--- Given entries Enclosed Below ---

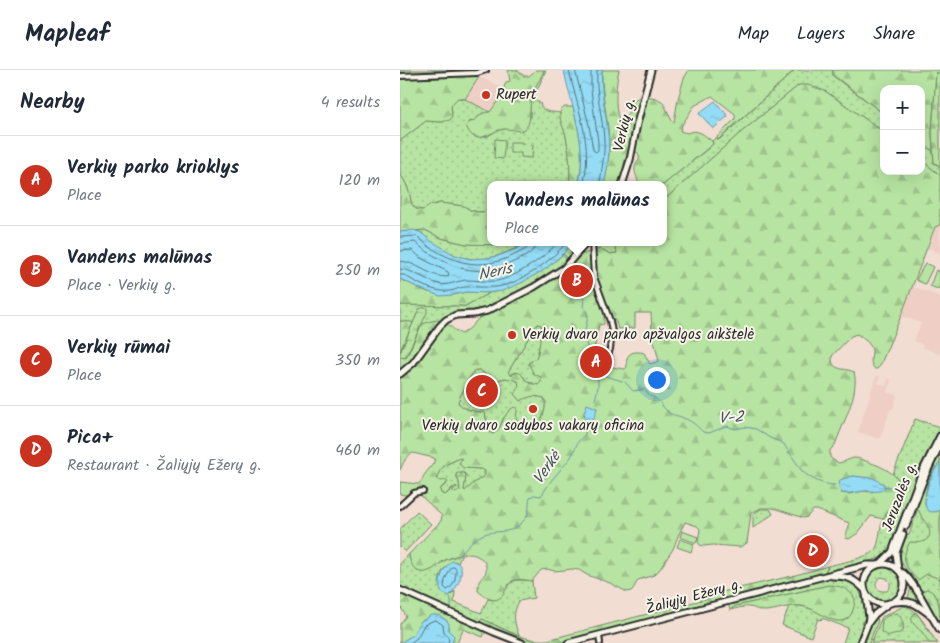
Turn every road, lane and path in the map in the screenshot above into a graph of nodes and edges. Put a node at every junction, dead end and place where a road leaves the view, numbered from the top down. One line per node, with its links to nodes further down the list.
1 (486, 70): 3 (street)
2 (651, 70): 4 (main road, Verkių g.)
3 (400, 76)
4 (623, 181)
5 (584, 246): 8 (main road)
6 (592, 246): 7 (street)
7 (592, 370)
8 (400, 374)
9 (940, 436): 13 (main road, Jeruzalės g.)
10 (940, 445): 14 (main road, Jeruzalės g.)
11 (423, 491): 12 (street)
12 (400, 506)
13 (879, 564): 14 (main road); 15 (main road, Žaliųjų Ežerų g.); 17 (main road)
14 (899, 571): 18 (main road); 19 (main road)
15 (826, 576): 17 (main road, Žaliųjų Ežerų g.); 22 (main road, Žaliųjų Ežerų g.)
16 (400, 590): 23 (main road)
17 (866, 592): 18 (main road); 20 (main road)
18 (890, 603): 19 (main road); 20 (main road)
19 (930, 615): 21 (main road)
20 (868, 622): 26 (main road)
21 (940, 630)
22 (598, 635): 24 (main road, Žaliųjų Ežerų g.); 25 (street)
23 (522, 643)
24 (568, 643)
25 (600, 643)
26 (860, 643)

--- End of Enclosed Given entries ---

Task to carry out
Transcribe all of the data above exactly; no picture belongs in the copy.

Answer space
Turn every road, lane and path in the map in the screenshot above into a graph of nodes and edges. Put a node at every junction, dead end and place where a road leaves the view, numbered from the top down. One line per node, with its links to nodes further down the list.
1 (486, 70): 3 (street)
2 (651, 70): 4 (main road, Verkių g.)
3 (400, 76)
4 (623, 181)
5 (584, 246): 8 (main road)
6 (592, 246): 7 (street)
7 (592, 370)
8 (400, 374)
9 (940, 436): 13 (main road, Jeruzalės g.)
10 (940, 445): 14 (main road, Jeruzalės g.)
11 (423, 491): 12 (street)
12 (400, 506)
13 (879, 564): 14 (main road); 15 (main road, Žaliųjų Ežerų g.); 17 (main road)
14 (899, 571): 18 (main road); 19 (main road)
15 (826, 576): 17 (main road, Žaliųjų Ežerų g.); 22 (main road, Žaliųjų Ežerų g.)
16 (400, 590): 23 (main road)
17 (866, 592): 18 (main road); 20 (main road)
18 (890, 603): 19 (main road); 20 (main road)
19 (930, 615): 21 (main road)
20 (868, 622): 26 (main road)
21 (940, 630)
22 (598, 635): 24 (main road, Žaliųjų Ežerų g.); 25 (street)
23 (522, 643)
24 (568, 643)
25 (600, 643)
26 (860, 643)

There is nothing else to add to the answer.